A Matrix userId is required to be of the form @<eth-address>:<homeserver-uri>, an @, followed by the lowercased 0x prefixed ethereum address of the node and the homeserver uri, separated from the username by a colon.

To prevent malicious name squatting all Matrix servers joining the Raiden federation must enforce the following rules:

  1. Account registration must be disabled

  2. A password provider that ensures only users in control of the private key corresponding to their node address can log in. This is done by using an ec-recoverable signature of the server name the Raiden node is connecting to (without any protocol prefix) as the password. The password provider must verify the following:

    1. The user-id matches the format described above.

    2. The homeserver_uri part of the user-id matches the local hostname.

    3. The password is a valid 0x prefixed, hex encoded ec-recoverable signature of the local hostname.

    4. The recovered address matches the eth-address part of the user-id.

  3. Every Raiden node must set it’s Matrix displayName to a 0x prefixed hex encoded ec-recoverable signature of their complete user-id.


username = web3.eth.defaultAccount  # 0-left-padded
# 0xaaaaaaaaaaaaaaaaaaaaaaaaaaaaaaaaaaaaaaaa
password = web3.eth.sign(server_uri)
matrix.login_with_password(username, password)
userid = "@" + username + ":" + server_uri

Discovery & Presence

Discovery and presence (online/offline status of participants) is currently handled by the Pathfinding Services (“PFS”): A PFS connects to all known Matrix home servers and gathers the userId and presence status of all users connected to the corresponding home server. The matrix server needs to give the connected services special permission to be able to receive the presences of the connected matrix-clients.

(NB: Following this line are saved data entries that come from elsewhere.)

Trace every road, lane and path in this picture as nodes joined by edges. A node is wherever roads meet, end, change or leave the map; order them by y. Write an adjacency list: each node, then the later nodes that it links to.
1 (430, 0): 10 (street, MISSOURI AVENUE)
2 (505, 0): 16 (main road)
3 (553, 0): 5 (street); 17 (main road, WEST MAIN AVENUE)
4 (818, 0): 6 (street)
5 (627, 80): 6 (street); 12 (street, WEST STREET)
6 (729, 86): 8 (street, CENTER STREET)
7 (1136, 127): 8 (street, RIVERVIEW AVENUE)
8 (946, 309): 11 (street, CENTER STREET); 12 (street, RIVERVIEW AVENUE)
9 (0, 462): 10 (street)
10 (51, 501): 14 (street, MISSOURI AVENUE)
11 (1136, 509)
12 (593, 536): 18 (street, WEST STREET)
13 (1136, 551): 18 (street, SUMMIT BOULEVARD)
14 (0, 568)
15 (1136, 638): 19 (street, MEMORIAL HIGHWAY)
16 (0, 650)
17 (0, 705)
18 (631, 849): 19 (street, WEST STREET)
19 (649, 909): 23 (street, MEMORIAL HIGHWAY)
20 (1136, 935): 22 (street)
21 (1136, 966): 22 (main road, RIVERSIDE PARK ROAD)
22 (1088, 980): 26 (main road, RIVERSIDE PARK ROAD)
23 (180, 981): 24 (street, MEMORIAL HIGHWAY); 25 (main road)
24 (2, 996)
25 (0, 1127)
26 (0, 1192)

A compliant homeserver should only grant those permissions to services that are registered on the blockchain.

With the combined information of all avaible home servers, a PFS can construct a global view of all particpant’s online statuses and user-ids and provide this information to nodes of the Raiden network.

The Raiden nodes will need this information for peer-to-peer (“P2P”) communication, especially adjacent nodes on the graph of payment channels will require knowledge of each other’s discovery and presence information.

A Raiden node interested in the peer’s transport information should be able to either query this information for free at a specific endpoint at a PFS or receive this information as part of a paid path-request for all nodes along the returned path.

Since it would be infeasible for each node along a payment path to query a peer’s information during the transfer individually, the initiator should retrieve discovery and presence information along a payment’s route once, and include it in the transfer’s metadata. Like that, all nodes along the path can extract the necessary peer’s information and avoid an explicit request to the PFS.

Sending transfer messages to other nodes

There are two different ways to send messages between Raiden nodes:

  • Matrix toDevice P2P messages

  • Messages over WebRTC channels

Matrix toDevice messages

Matrix supports so-called toDevice messages. These are not stored permanently as part of a shared communication history and are delivered exactly once to each client device.

As Raiden does not rely on the messaging history, this feature can be used for P2P communication between nodes as well as communication between nodes and services.

The ability to handle and send Matrix based P2P messages is a requirement for a functioning node.

Node to node communication

P2P communication for Raiden protocol messages is done via Matrix to-device messages. The message sending node needs to know the recipient node’s current userId (and therefore implicitly the node’s current homeserver), either from a direct request to the PFS, or from address-metadata provided from a previous node (see Discovery & Presence).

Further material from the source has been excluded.